Masyarakat Pulau Komodo, NTT, bukan tak mampu dari segi ekonomi, juga sudah tak lagi kekurangan air. Namun, ada mitos dan kepercayaan keliru yang berusaha ditepis oleh para bidan dan kader kesehatan di pulau ini agar warganya lebih jernih dalam berpikir. Mengedukasi mereka saban hari tanpa henti agar warga di pulau yang indah ini bisa merdeka dari stunting.
“Aduh Komodo, padahal ini sudah desa wisata lho. Desa wisata itu seharusnya pemikiran masyarakatnya bisa lebih bagus lagi, mau kita masa bodoh juga enggak bisa saya, karena ini keluarga, satu kampung juga,” kata Fifi sambil menyeka air matanya.
Fifi tidak sendiri dalam berjuang melawan pemikiran masyarakat Pulau Komodo yang masih rendah tentang gizi. Ditemani Faiza (27 tahun), ia berkeliling dari rumah ke rumah, mengetuk pintu sebagai seorang teman agar bisa lebih diterima. Dalam bekerja, mereka melepas seluruh jubah kehormatannya. Mereka bisa menjalankan peran sebagai seorang bidan, dokter, konsultan keluarga, hingga juru masak untuk program pemberian makanan tambahan.

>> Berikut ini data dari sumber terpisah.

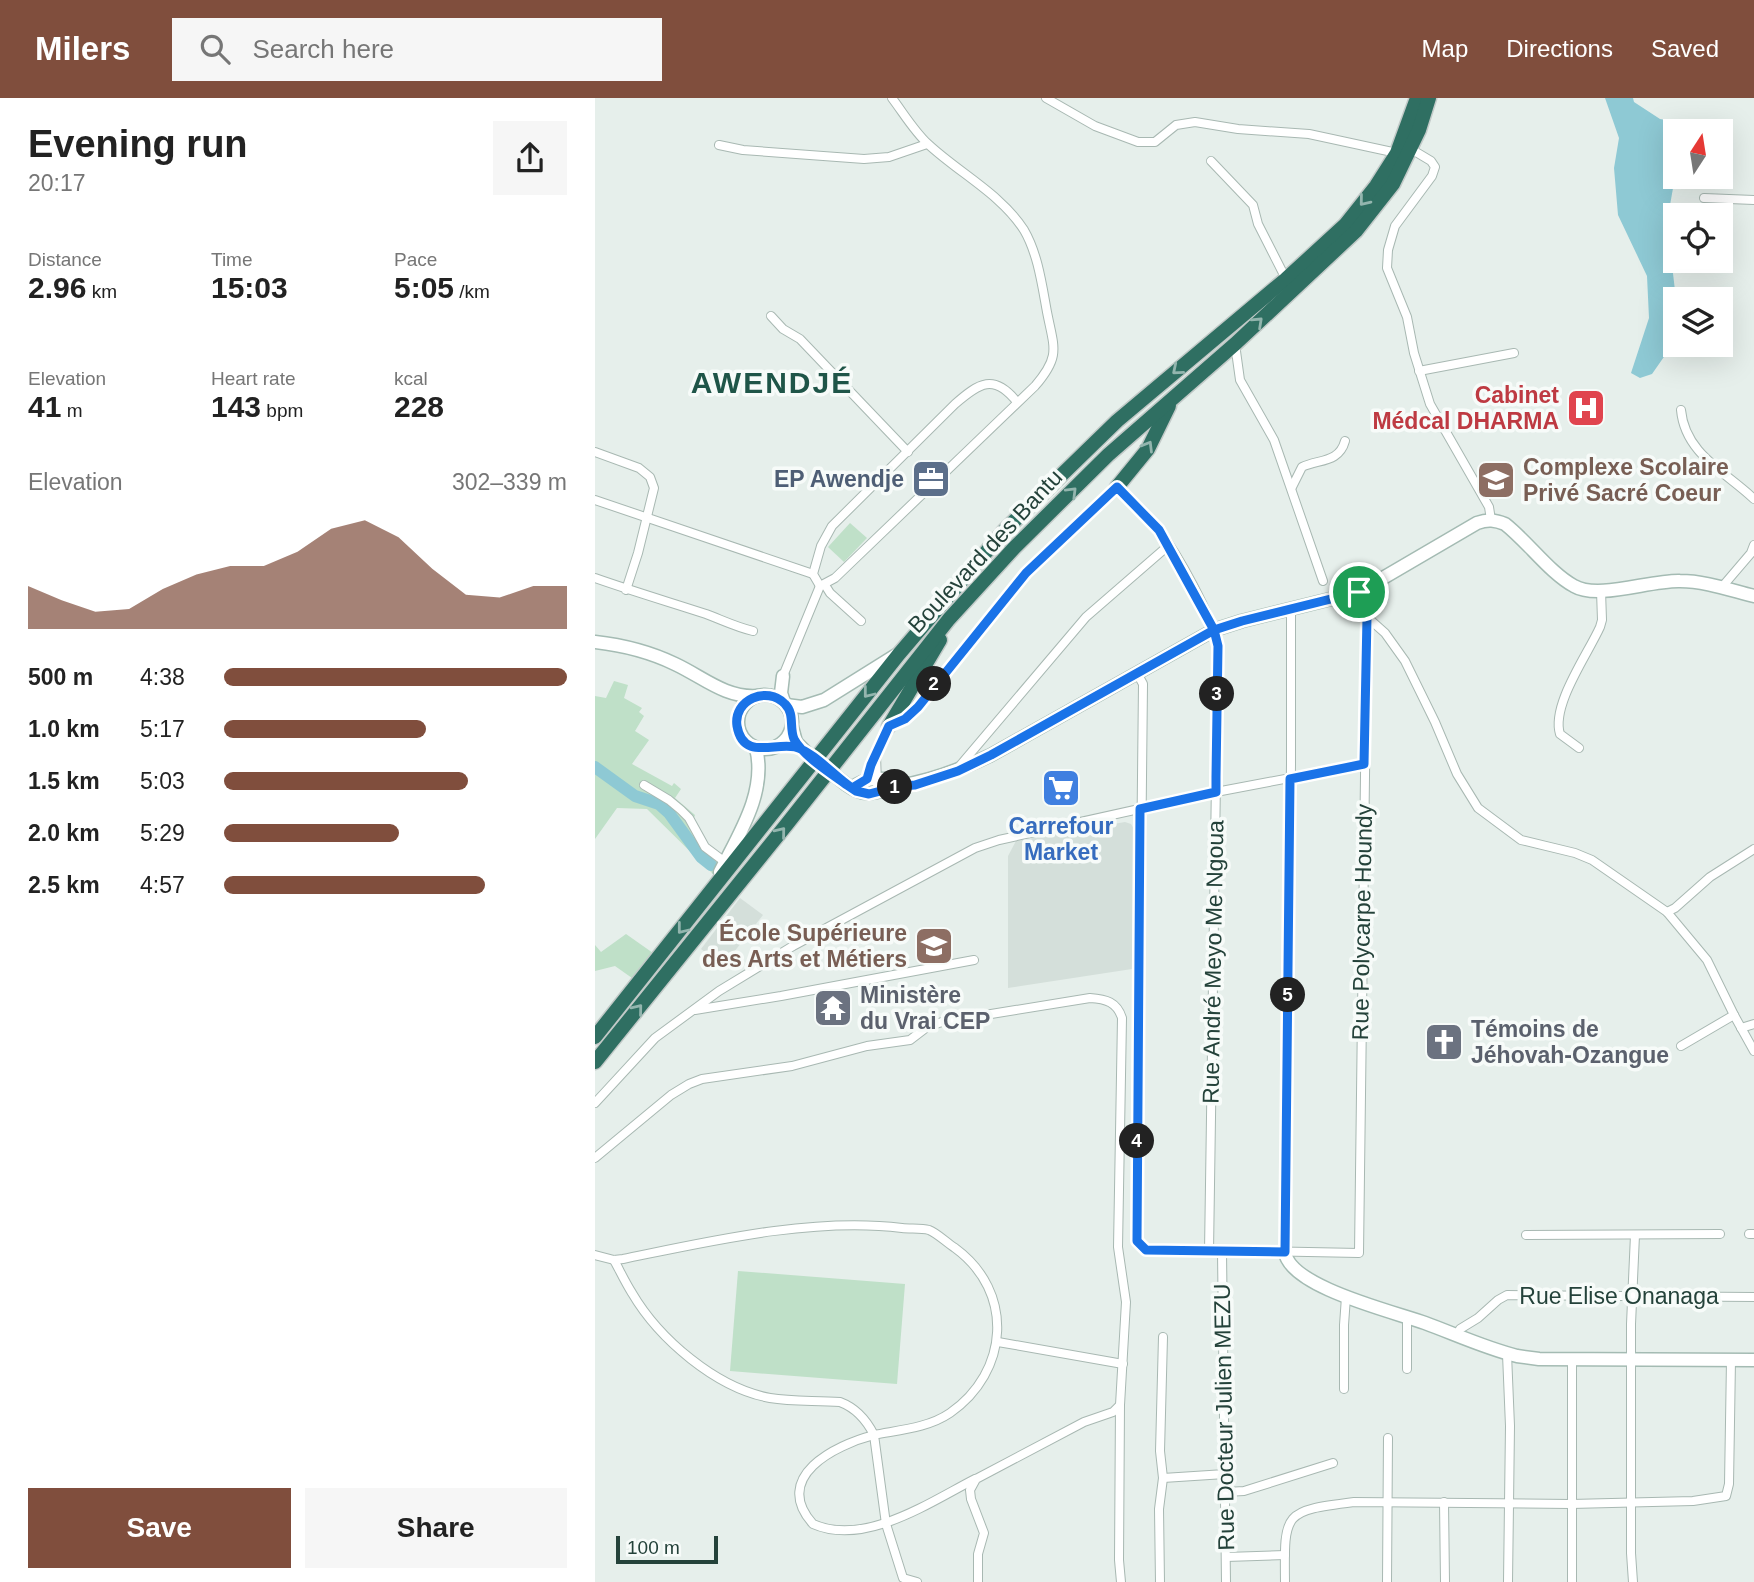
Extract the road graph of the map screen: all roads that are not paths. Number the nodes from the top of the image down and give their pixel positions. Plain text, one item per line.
1 (892, 98) edge
2 (1046, 98) edge
3 (1417, 98) edge
4 (1429, 98) edge
5 (927, 144) junction
6 (719, 145) dead end
7 (1404, 151) junction
8 (1211, 160) dead end
9 (1704, 198) dead end
10 (1754, 200) edge
11 (1286, 279) junction
12 (771, 316) dead end
13 (1235, 344) junction
14 (1514, 353) dead end
15 (1419, 371) junction
16 (1172, 400) junction
17 (1017, 402) junction
18 (1681, 410) dead end
19 (1345, 441) dead end
20 (595, 452) edge
21 (908, 452) junction
22 (1117, 487) junction
23 (1292, 487) junction
24 (595, 499) edge
25 (1754, 499) edge
26 (647, 518) junction
27 (1491, 520) junction
28 (1169, 545) junction
29 (1754, 545) edge
30 (813, 574) junction
31 (595, 578) edge
32 (1323, 581) dead end
33 (823, 585) junction
34 (1722, 587) junction
35 (626, 590) junction
36 (1601, 591) junction
37 (1359, 592) junction
38 (1754, 596) edge
39 (1291, 609) junction
40 (1367, 617) junction
41 (949, 619) junction
42 (861, 621) dead end
43 (1214, 630) junction
44 (753, 631) dead end
45 (595, 642) edge
46 (899, 654) junction
47 (1137, 673) junction
48 (783, 676) junction
49 (724, 691) junction
50 (761, 695) junction
51 (785, 704) junction
52 (911, 704) junction
53 (737, 718) junction
54 (889, 726) joint
55 (792, 727) junction
56 (775, 747) junction
57 (756, 748) junction
58 (1579, 748) dead end
59 (805, 752) junction
60 (1364, 764) junction
61 (953, 772) junction
62 (872, 779) junction
63 (1290, 779) junction
64 (644, 785) dead end
65 (849, 786) junction
66 (905, 786) junction
67 (1216, 792) junction
68 (867, 793) junction
69 (1140, 809) junction
70 (1754, 849) edge
71 (726, 862) junction
72 (708, 895) junction
73 (1667, 912) junction
74 (974, 960) dead end
75 (719, 991) junction
76 (728, 1005) junction
77 (690, 1011) junction
78 (1734, 1015) junction
79 (1754, 1024) edge
80 (1741, 1028) junction
81 (595, 1037) edge
82 (1681, 1046) dead end
83 (1754, 1051) edge
84 (595, 1062) edge
85 (595, 1103) edge
86 (595, 1158) edge
87 (1720, 1234) dead end
88 (1526, 1235) dead end
89 (1635, 1235) junction
90 (1209, 1252) junction
91 (1222, 1252) junction
92 (1285, 1252) junction
93 (595, 1255) edge
94 (614, 1259) junction
95 (1346, 1297) junction
96 (1631, 1297) junction
97 (1754, 1297) edge
98 (1406, 1316) junction
99 (1457, 1335) junction
100 (1163, 1336) dead end
101 (998, 1342) junction
102 (1507, 1354) junction
103 (1571, 1359) junction
104 (1631, 1359) junction
105 (1731, 1360) junction
106 (1754, 1360) edge
107 (1123, 1364) junction
108 (1408, 1368) dead end
109 (1344, 1389) dead end
110 (1120, 1405) junction
111 (874, 1435) junction
112 (1388, 1438) dead end
113 (1333, 1463) dead end
114 (1225, 1474) junction
115 (1163, 1478) junction
116 (976, 1479) junction
117 (1226, 1492) junction
118 (1386, 1502) junction
119 (1444, 1502) junction
120 (1631, 1502) junction
121 (1508, 1503) junction
122 (1571, 1503) junction
123 (886, 1524) junction
124 (1285, 1555) junction
125 (1226, 1557) junction
126 (917, 1582) edge
127 (978, 1582) edge
128 (1121, 1582) edge
129 (1160, 1582) edge
130 (1226, 1582) edge
131 (1285, 1582) edge
132 (1387, 1582) edge
133 (1445, 1582) edge
134 (1508, 1582) edge
135 (1572, 1582) edge
136 (1633, 1582) edge

1 - 5 street
2 - 7 street
3 - 7 highway, Boulevard des Bantu
4 - 7 highway, Boulevard des Bantu
5 - 6 street
5 - 17 street
7 -> 11 highway, Boulevard des Bantu
13 -> 7 highway, Boulevard des Bantu
7 - 15 street
8 - 11 street
9 - 10 street
11 -> 46 highway, Boulevard des Bantu
12 - 21 street
13 - 16 highway, Boulevard des Bantu
13 - 23 street
14 - 15 street
15 - 27 street
22 -> 16 highway
41 -> 16 highway, Boulevard des Bantu
17 - 21 street
17 - 33 street
18 - 25 street
19 - 23 street
20 - 26 street
21 - 30 street
22 - 28 street
22 - 52 street
23 - 32 street
24 - 26 street
26 - 30 street
26 - 35 street
27 - 36 main road
27 - 37 main road
28 - 43 street
28 - 61 street
29 - 34 street
30 - 33 street
31 - 35 street
33 - 42 street
33 - 48 street
34 - 36 main road
34 - 38 main road
35 - 44 street
36 - 58 street
37 - 39 main road
37 - 40 street, Rue Polycarpe Houndy
39 - 43 main road
39 - 63 street
40 - 60 street, Rue Polycarpe Houndy
40 - 73 street
41 - 52 highway
84 -> 41 highway, Boulevard des Bantu
43 - 47 main road
43 - 67 street, Rue André Meyo Me Ngoua
45 - 49 main road
46 - 51 main road
46 -> 72 highway, Boulevard des Bantu
47 - 61 main road
47 - 69 street
48 - 50 main road
48 - 51 main road
49 - 50 main road
49 - 53 main road
50 - 51 main road
50 - 53 main road
51 - 55 main road
52 - 54 highway
53 - 57 main road
54 - 62 street
55 - 56 main road
55 - 59 main road
56 - 57 main road
56 - 59 main road
57 - 71 main road
59 - 65 main road, bridge
60 - 63 street
60 - 92 street, Rue Polycarpe Houndy
61 - 66 main road
62 - 65 main road
62 - 66 main road
62 - 68 street
63 - 67 street
63 - 92 street
64 - 71 street
65 - 68 main road
66 - 68 main road
67 - 69 street
67 - 90 street, Rue André Meyo Me Ngoua
69 - 75 street
69 - 90 street
70 - 73 street
71 - 72 main road
72 -> 81 highway, Boulevard des Bantu
73 - 78 street
74 - 76 street
75 - 76 street
75 - 77 street
76 - 77 street
77 - 85 street
78 - 80 street
78 - 82 street
79 - 80 street
80 - 83 street
86 - 107 street
87 - 89 street
88 - 89 street
89 - 96 street
90 - 91 street
91 - 92 street
91 - 114 street, Rue Docteur Julien MEZU
92 - 95 main road
93 - 94 street
94 - 101 street
94 - 111 street
95 - 98 main road
95 - 109 street
96 - 97 street, Rue Elise Onanaga
96 - 99 street, Rue Elise Onanaga
96 - 104 street
98 - 99 main road
98 - 108 street
99 - 102 main road
100 - 115 street
101 - 107 street
101 - 111 street
102 - 103 main road
102 - 121 street
103 - 104 main road
103 - 122 street
104 - 105 main road
104 - 120 street
105 - 106 main road
105 - 120 street
107 - 110 street
110 - 116 street
110 - 128 street
111 - 123 street
111 - 123 street
112 - 118 street
113 - 117 street
114 - 115 street
114 - 117 street, Rue Docteur Julien MEZU
115 - 129 street
116 - 123 street
116 - 127 street
117 - 125 street, Rue Docteur Julien MEZU
118 - 119 street
118 - 124 street
118 - 132 street
119 - 121 street
119 - 133 street
120 - 122 street
120 - 136 street
121 - 122 street
121 - 134 street
122 - 135 street
123 - 126 street
124 - 125 street
124 - 131 street
125 - 130 street, Rue Docteur Julien MEZU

Rasa cinta mereka pada Pulau Komodo sangatlah besar. Meskipun Fifi dan Faiza telah mengenyam pendidikan di luar NTT, mereka tetap pulang dan kembali mendedikasikan diri untuk keluarga yang membutuhkan uluran tangan di bidang kesehatan.

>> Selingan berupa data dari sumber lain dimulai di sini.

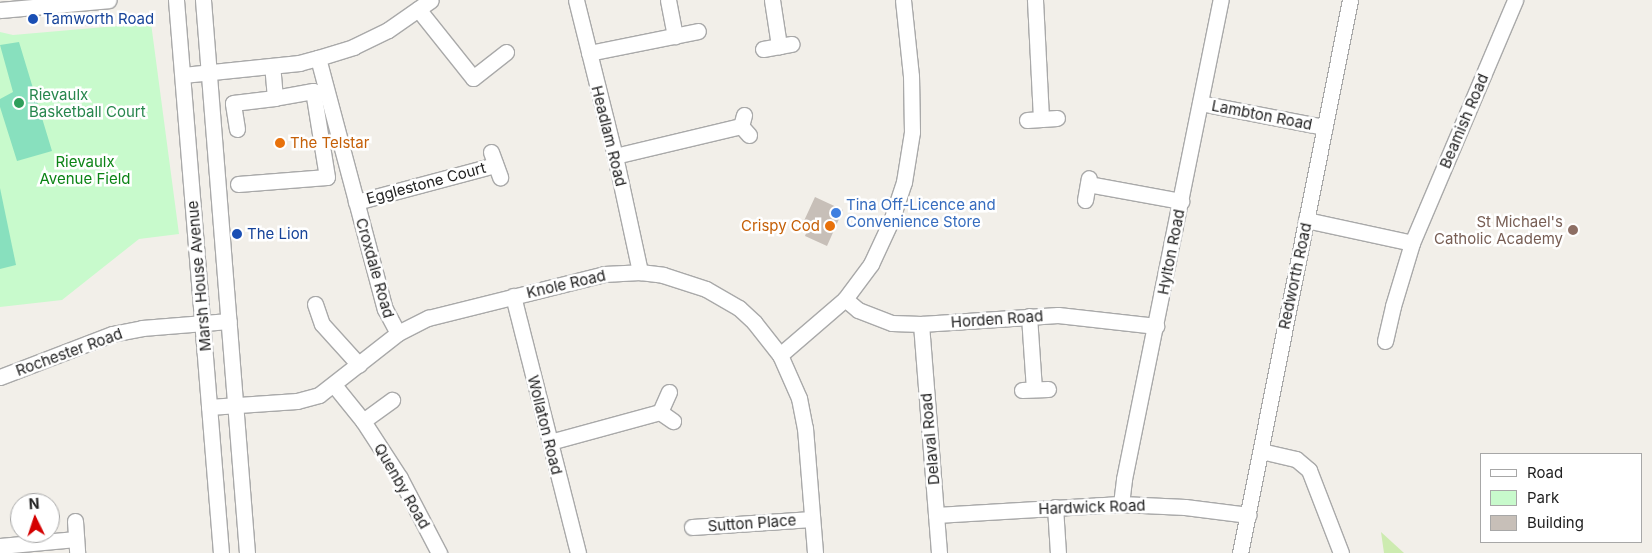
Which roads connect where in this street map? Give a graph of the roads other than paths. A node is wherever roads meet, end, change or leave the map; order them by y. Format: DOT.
graph roads {
  1 [pos="109,0"];
  2 [pos="176,0"];
  3 [pos="203,0"];
  4 [pos="576,0"];
  5 [pos="668,0"];
  6 [pos="772,0"];
  7 [pos="903,0"];
  8 [pos="1035,0"];
  9 [pos="1221,0"];
  10 [pos="1350,0"];
  11 [pos="1515,0"];
  12 [pos="54,2"];
  13 [pos="424,4"];
  14 [pos="0,10"];
  15 [pos="698,32"];
  16 [pos="676,36"];
  17 [pos="763,49"];
  18 [pos="506,52"];
  19 [pos="589,53"];
  20 [pos="318,58"];
  21 [pos="272,66"];
  22 [pos="209,73"];
  23 [pos="183,75"];
  24 [pos="275,98"];
  25 [pos="1200,103"];
  26 [pos="1057,118"];
  27 [pos="744,126"];
  28 [pos="1325,127"];
  29 [pos="237,129"];
  30 [pos="615,156"];
  31 [pos="495,165"];
  32 [pos="238,184"];
  33 [pos="1085,200"];
  34 [pos="1181,201"];
  35 [pos="356,202"];
  36 [pos="1306,220"];
  37 [pos="1412,242"];
  38 [pos="640,272"];
  39 [pos="513,296"];
  40 [pos="845,299"];
  41 [pos="315,304"];
  42 [pos="1029,316"];
  43 [pos="229,321"];
  44 [pos="203,323"];
  45 [pos="921,324"];
  46 [pos="1156,326"];
  47 [pos="398,333"];
  48 [pos="1385,345"];
  49 [pos="780,355"];
  50 [pos="359,365"];
  51 [pos="0,377"];
  52 [pos="334,385"];
  53 [pos="1035,389"];
  54 [pos="669,392"];
  55 [pos="392,400"];
  56 [pos="235,405"];
  57 [pos="209,407"];
  58 [pos="363,421"];
  59 [pos="550,442"];
  60 [pos="1260,450"];
  61 [pos="1122,504"];
  62 [pos="1055,507"];
  63 [pos="936,514"];
  64 [pos="1248,515"];
  65 [pos="812,519"];
  66 [pos="75,521"];
  67 [pos="692,527"];
  68 [pos="0,546"];
  69 [pos="77,546"];
  70 [pos="221,553"];
  71 [pos="247,553"];
  72 [pos="439,553"];
  73 [pos="578,553"];
  74 [pos="815,553"];
  75 [pos="939,553"];
  76 [pos="1058,553"];
  77 [pos="1240,553"];
  78 [pos="1341,553"];
  1 -- 12 [label="street"];
  2 -- 23 [label="street, Marsh House Avenue"];
  3 -- 22 [label="street, Marsh House Avenue"];
  4 -- 19 [label="street, Headlam Road"];
  5 -- 16 [label="street"];
  6 -- 17 [label="street"];
  7 -- 40 [label="street"];
  8 -- 26 [label="street"];
  9 -- 25 [label="street, Hylton Road"];
  10 -- 28 [label="street, Redworth Road"];
  11 -- 37 [label="street, Beamish Road"];
  12 -- 14 [label="street"];
  13 -- 18 [label="street"];
  13 -- 20 [label="street"];
  15 -- 16 [label="street"];
  16 -- 19 [label="street"];
  19 -- 30 [label="street, Headlam Road"];
  20 -- 21 [label="street"];
  20 -- 35 [label="street, Croxdale Road"];
  21 -- 22 [label="street"];
  21 -- 24 [label="street"];
  22 -- 23 [label="street"];
  22 -- 43 [label="street, Marsh House Avenue"];
  23 -- 44 [label="street, Marsh House Avenue"];
  24 -- 29 [label="street"];
  24 -- 32 [label="street"];
  25 -- 28 [label="street, Lambton Road"];
  25 -- 34 [label="street, Hylton Road"];
  27 -- 30 [label="street"];
  28 -- 36 [label="street, Redworth Road"];
  30 -- 38 [label="street, Headlam Road"];
  31 -- 35 [label="street, Egglestone Court"];
  33 -- 34 [label="street"];
  34 -- 46 [label="street, Hylton Road"];
  35 -- 47 [label="street, Croxdale Road"];
  36 -- 37 [label="street"];
  36 -- 60 [label="street, Redworth Road"];
  37 -- 48 [label="street, Beamish Road"];
  38 -- 39 [label="street, Knole Road"];
  38 -- 49 [label="street, Knole Road"];
  39 -- 47 [label="street, Knole Road"];
  39 -- 59 [label="street, Wollaton Road"];
  40 -- 45 [label="street, Horden Road"];
  40 -- 49 [label="street"];
  41 -- 50 [label="street"];
  42 -- 45 [label="street, Horden Road"];
  42 -- 46 [label="street, Horden Road"];
  42 -- 53 [label="street"];
  43 -- 44 [label="street, Rochester Road"];
  43 -- 56 [label="street, Marsh House Avenue"];
  44 -- 51 [label="street, Rochester Road"];
  44 -- 57 [label="street, Marsh House Avenue"];
  45 -- 63 [label="street, Delaval Road"];
  46 -- 61 [label="street, Hylton Road"];
  47 -- 50 [label="street, Knole Road"];
  49 -- 65 [label="street, Knole Road"];
  50 -- 52 [label="street, Knole Road"];
  52 -- 56 [label="street, Knole Road"];
  52 -- 58 [label="street, Quenby Road"];
  54 -- 59 [label="street"];
  55 -- 58 [label="street"];
  56 -- 57 [label="street, Knole Road"];
  56 -- 71 [label="street, Marsh House Avenue"];
  57 -- 70 [label="street, Marsh House Avenue"];
  58 -- 72 [label="street, Quenby Road"];
  59 -- 73 [label="street, Wollaton Road"];
  60 -- 64 [label="street, Redworth Road"];
  60 -- 78 [label="street"];
  61 -- 62 [label="street, Hardwick Road"];
  61 -- 64 [label="street, Hardwick Road"];
  62 -- 63 [label="street, Hardwick Road"];
  62 -- 76 [label="street"];
  63 -- 75 [label="street, Delaval Road"];
  64 -- 77 [label="street, Redworth Road"];
  65 -- 67 [label="street, Sutton Place"];
  65 -- 74 [label="street, Knole Road"];
  66 -- 69 [label="street"];
  68 -- 69 [label="street"];
}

Ketika berkeliling Pulau Komodo, Fifi dengan sabar mengetuk pintu-pintu rumah dan disambut dengan hangat oleh para ibu yang mengenalnya sebagai Mama Sami. Orang NTT akan memanggil seorang ibu dengan nama anaknya ketika sudah merasa akrab. Ini membuktikan bahwa ibu-ibu di Pulau Komodo telah menganggap Fifi sebagai keluarga dan saudara mereka sendiri.

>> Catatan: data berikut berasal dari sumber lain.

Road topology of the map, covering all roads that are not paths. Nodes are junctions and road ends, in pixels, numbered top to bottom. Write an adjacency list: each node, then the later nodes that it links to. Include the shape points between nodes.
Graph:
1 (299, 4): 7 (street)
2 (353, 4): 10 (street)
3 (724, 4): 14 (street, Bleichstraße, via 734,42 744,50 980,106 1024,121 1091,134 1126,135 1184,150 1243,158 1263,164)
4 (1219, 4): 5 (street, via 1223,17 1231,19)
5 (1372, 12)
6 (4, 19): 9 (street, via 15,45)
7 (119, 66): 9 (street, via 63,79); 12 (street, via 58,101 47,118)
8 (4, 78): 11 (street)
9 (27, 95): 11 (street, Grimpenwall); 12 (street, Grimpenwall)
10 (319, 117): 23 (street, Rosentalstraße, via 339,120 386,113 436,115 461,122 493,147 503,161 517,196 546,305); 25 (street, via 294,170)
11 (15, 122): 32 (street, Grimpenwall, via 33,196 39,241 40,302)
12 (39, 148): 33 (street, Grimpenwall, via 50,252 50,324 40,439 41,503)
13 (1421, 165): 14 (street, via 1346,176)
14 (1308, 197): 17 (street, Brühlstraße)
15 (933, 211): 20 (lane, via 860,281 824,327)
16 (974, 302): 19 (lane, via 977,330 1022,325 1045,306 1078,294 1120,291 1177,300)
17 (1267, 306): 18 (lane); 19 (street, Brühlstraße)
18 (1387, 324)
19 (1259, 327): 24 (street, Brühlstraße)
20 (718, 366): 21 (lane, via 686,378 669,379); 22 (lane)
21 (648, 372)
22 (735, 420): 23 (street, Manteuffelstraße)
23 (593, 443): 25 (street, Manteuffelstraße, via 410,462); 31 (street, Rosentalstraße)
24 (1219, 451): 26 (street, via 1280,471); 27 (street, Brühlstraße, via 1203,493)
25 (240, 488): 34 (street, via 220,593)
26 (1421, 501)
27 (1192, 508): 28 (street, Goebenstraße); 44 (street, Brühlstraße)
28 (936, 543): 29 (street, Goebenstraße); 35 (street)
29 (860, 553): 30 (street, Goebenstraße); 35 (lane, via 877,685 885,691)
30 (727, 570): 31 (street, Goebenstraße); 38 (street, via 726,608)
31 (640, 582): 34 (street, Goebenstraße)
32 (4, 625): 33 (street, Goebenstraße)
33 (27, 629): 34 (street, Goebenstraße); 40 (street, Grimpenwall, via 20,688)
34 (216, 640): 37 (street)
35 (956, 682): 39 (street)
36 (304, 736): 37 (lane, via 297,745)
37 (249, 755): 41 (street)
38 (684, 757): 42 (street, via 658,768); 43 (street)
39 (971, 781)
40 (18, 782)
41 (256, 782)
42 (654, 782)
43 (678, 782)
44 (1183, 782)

Melawan keterbatasan, menepis mitos
Fifi dan Faiza mengaku, rasa cinta dan pedulilah yang mengukuhkan niat mereka untuk tetap bertahan menjadi bidan di Pulau Komodo. Sebagai bidan, mereka merasa penghasilan yang selama ini didapatkan telah cukup memenuhi kebutuhan sehari-hari.